Дыхание сбито, плевать. Бегу к широкой спине, на ходу орудуя шашкой. С разбега врезаюсь в троих противников, толкаю под описывающий круг ятаган. Мясо.
– Свои! – кричу Рамиддину в спину. – Свои, б..я!
Горец скользнул по мне взглядом, чуть задержался на шашке, оскалился. Решившие было окружать враги, словно единый организм, в испуге отскакивают от мускулистой фигуры горца. Воспользовавшись временным замешательством, кувырком влетаю в образовавшийся круг.
Занимаем оборону спина к спине. Клинки, опьяненные свежей кровью, засверкали с новой силой. Рамиддин закручивает ятаган по невероятным, сливающимся в единый смерч ударов, траекториям. Рубит. Рубит. Рубит. Я уже работаю колющими, пронзаю наступающих врагов насквозь. Махать шашкой сил нет. Почва становится скользкой от крови и внутренностей. Оплавленный взрывом песок багровую влагу не впитывает. Приходится балансировать, до боли впиваюсь пальцами ног в подошвы «пэцеловских» ботинок. Осклабившееся, заросшее жесткой щетиной, лицо промелькивает надо мной. Все-таки поскользнулся. Звонко хрустнули ребра – упал на бок. Времени нет. Упираюсь руками в кровавую слизь, резко вскидываю тело. Товарищ разрубает напополам одного противника, хватает здоровенной ручищей голову второго – сжимает, не выпуская треснувшего черепа, закручивает смертоносный ятаган в свободной руке, обрушивая сталь на третьего противника. Утробный рык – обезглавленные тела в багровых разводах опускаются на землю. Больше крови, больше слизи!
– Нэ зэвай, – хрипит горец, – пачты все.
Сил на ответ нет. Киваю.
– Эй, пролетарии! – подает голос старик. – Пролетайте.
Синхронно поворачиваемся на голос, видим, как дед выдергивает чеку, примеривается прокуренными зубами ко второй гранате. Больно ударяюсь челюстью о твердое, как гранит, плечо Рамиддина, перед глазами мелькает пейзаж. Горец, схватив меня в охапку, бежит прочь от возникающей ударной волны. Миг. Адский грохот. Стремительно приближается уже знакомая стена дома.
***
– Ты где так шашкой
– Как тебя звать-то, малец? И, да. Ты сам откель будешь?
Горец и дед закидывают меня вопросами, пока я накладываю бинт на сочащуюся кровью рану. Странно, но Рамиддин говорит на чистом русском, от тяжелого акцента не осталось и следа. Горячка схватки ушла, схлынули лошадиные дозы адреналина, и боль ой как дает о себе знать. «Козлы, – перекатываю недовольные мысли в ноющей черепушке, – лучше бы помогли с бинтами».
– Стас я. Из Сочи, – затягиваю бинт покрепче, морщусь.
– Русский? – дед привстает с табурета, упирается мозолистыми ладонями в крепкую дубовую столешницу.
– Русский.
– Ах, ты ж… Шельмец! Ты бы знал, как мене эти горцы уже опротивели. То не делай, туда не бросай, – старик косится на Рамиддина, тянется под стол со счастливым прищуром. – Не понять им нашей метущейся души.
– А шашкой, – отвечаю на вопрос Рамиддина, глядя, как дед грохает о столешницу объемистую бутыль мутного самогона, дружески похлопывает по плечу своего товарища, мол, пошутил, – я первый раз рубил. Много тренировался с китайским оружием, как оказалось, разницы практически нет. Это, встречный вопрос, а куда делся Ваш акцент?
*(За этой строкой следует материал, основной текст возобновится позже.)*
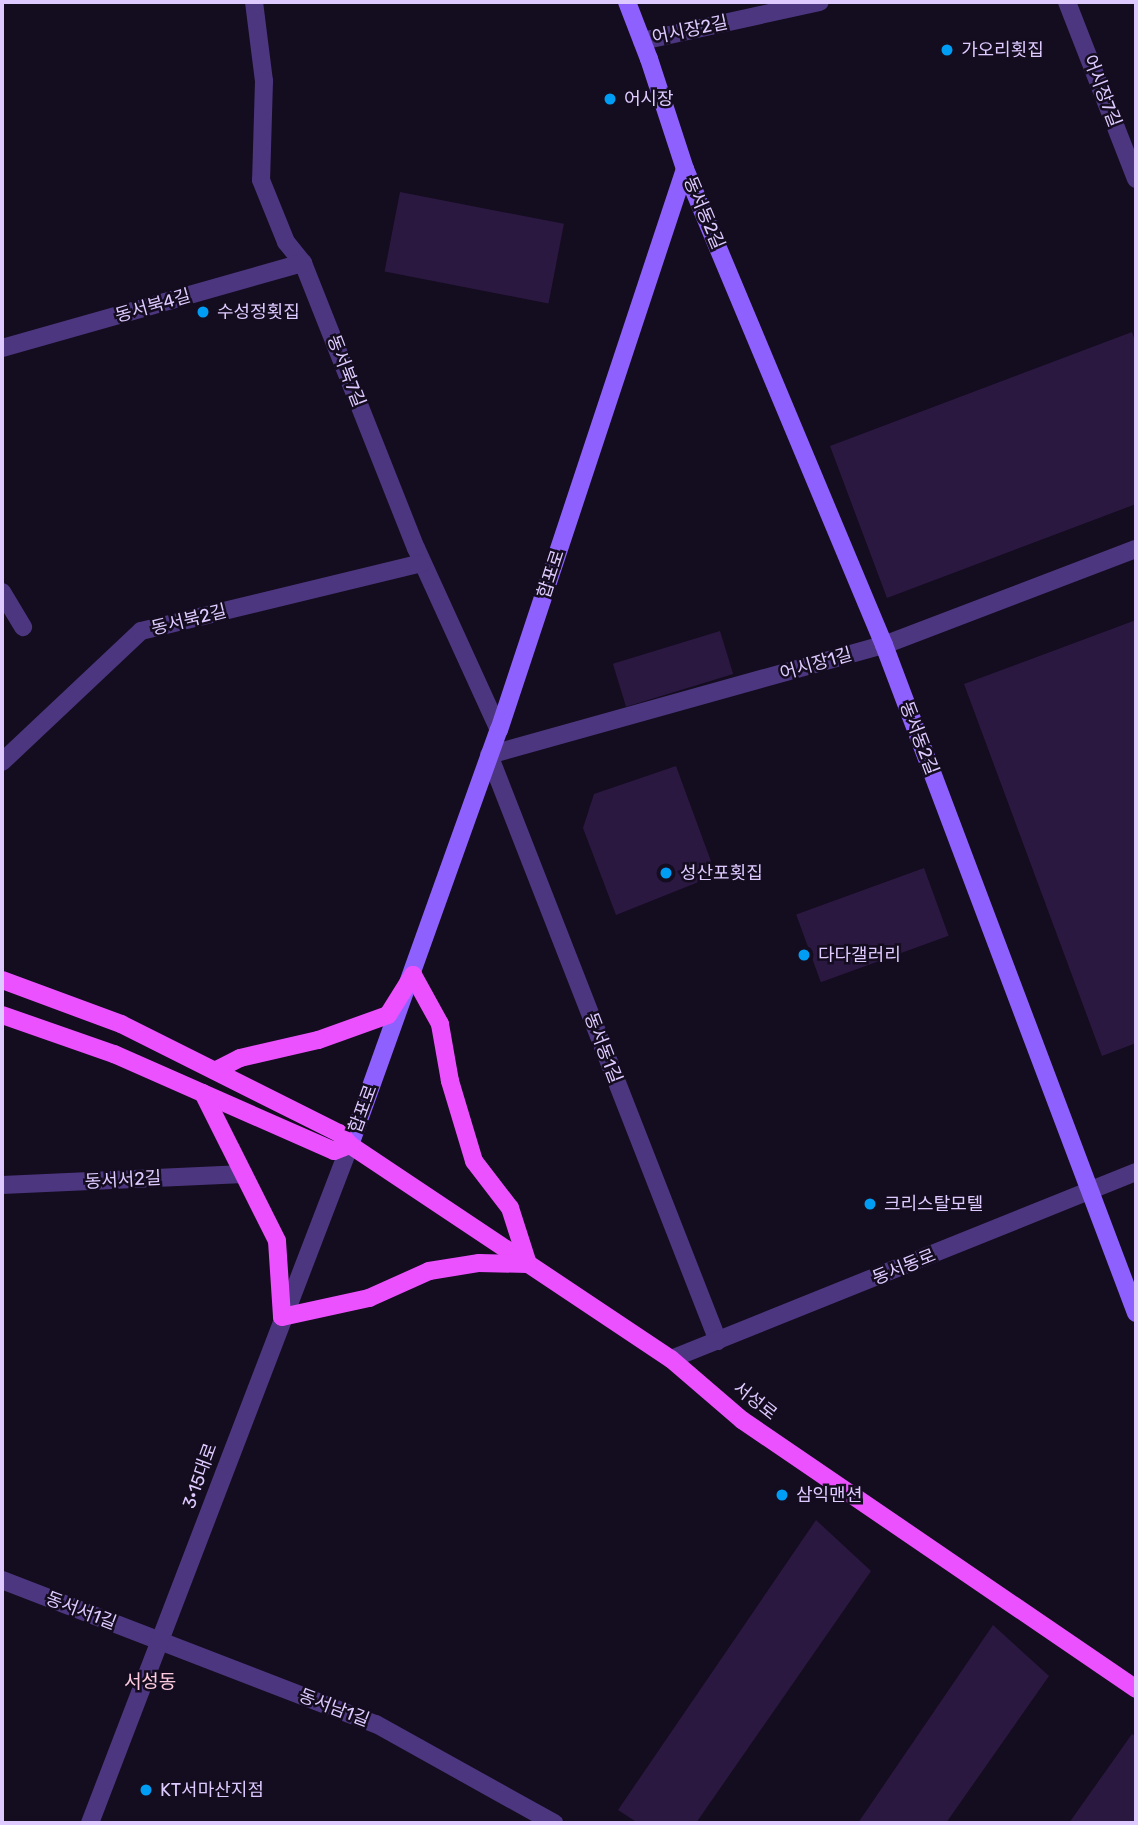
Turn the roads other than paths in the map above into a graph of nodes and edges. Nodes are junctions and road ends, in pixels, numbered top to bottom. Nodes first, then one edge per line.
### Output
1 (254, 2) edge
2 (626, 2) edge
3 (820, 2) edge
4 (1067, 2) edge
5 (642, 41) junction
6 (685, 169) junction
7 (1136, 179) edge
8 (303, 263) junction
9 (2, 348) edge
10 (1136, 549) edge
11 (422, 563) junction
12 (2, 592) edge
13 (23, 627) dead end
14 (884, 645) junction
15 (499, 730) junction
16 (489, 755) junction
17 (2, 762) edge
18 (413, 975) junction
19 (2, 980) edge
20 (2, 1015) edge
21 (215, 1071) junction
22 (203, 1093) junction
23 (350, 1145) junction
24 (1136, 1172) edge
25 (244, 1174) junction
26 (2, 1185) edge
27 (1092, 1192) junction
28 (528, 1264) junction
29 (1136, 1313) edge
30 (282, 1317) junction
31 (718, 1341) junction
32 (671, 1359) junction
33 (2, 1580) edge
34 (161, 1641) junction
35 (1136, 1689) edge
36 (90, 1823) edge
37 (554, 1823) edge

1 - 8 street, 동서북7길
2 - 5 main road
3 - 5 street, 어시장2길
4 - 7 street, 어시장7길
5 - 6 main road
6 - 14 main road, 동서동2길
6 - 15 main road, 합포로
8 - 9 street, 동서북4길
8 - 11 street, 동서북7길
10 - 14 street, 어시장1길
11 - 15 street, 동서북7길
11 - 17 street, 동서북2길
12 - 13 street
14 - 16 street, 어시장1길
14 - 27 main road, 동서동2길
15 - 16 main road, 합포로
16 - 18 main road, 합포로
16 - 31 street, 동서동1길
18 - 21 main road
18 - 23 main road, 합포로
18 - 28 main road
19 - 21 main road
20 - 22 main road
21 - 23 main road
22 - 23 main road
22 - 25 main road
23 - 28 main road, 서성로
23 - 30 street, 3·15대로
24 - 27 street, 동서동로
25 - 26 street, 동서서2길
25 - 30 main road
27 - 29 main road, 동서동2길
27 - 31 street, 동서동로
28 - 30 main road
28 - 32 main road, 서성로
30 - 34 street, 3·15대로
31 - 32 street, 동서동로
32 - 35 main road, 서성로
33 - 34 street, 동서서1길
34 - 36 street, 3·15대로
34 - 37 street, 동서남1길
Вслед за самогоном на столе возникает плошка с квашеной капустой. Горец задумчиво скребет крепкими ногтями тяжелый подбородок, хмыкает, молча тянется к бутылю. Вцепившись крупными зубами в деревянную затычку, откупоривает емкость, наливает серую жидкость в массивный стакан.
– Контузия у Алиича. Как экстремальная ситуация, так акцент появляется. Может мозг силы бережет?
Дед ставит на стол еще два стакана, предварительно протерев их краем маскхалата.
Взрыв поставил точку в баталии. Меня, оглушенного и слабо понимающего, что произошло, Рамиддин поднял на второй этаж высотки. Теперь, скрипя невзрачными табуретками, сидим за кухонным столом. В ощерившемся осколками проеме кухонного окна видна панорама двора. То тут, то там бурой массой валяются тела. На месте детской площадки так и вовсе гора тел со слипшейся от крови шерстью. С трудом сдерживаю рвотный позыв, рвать некуда, нас окружают бетонные стены, иного убранства в кухне нет. Глядя на судорожные дергания моего кадыка, улыбается горец:
– В первый раз вот так, по-настоящему?
– Так – да. Раньше было не так… брутально. Это нормально?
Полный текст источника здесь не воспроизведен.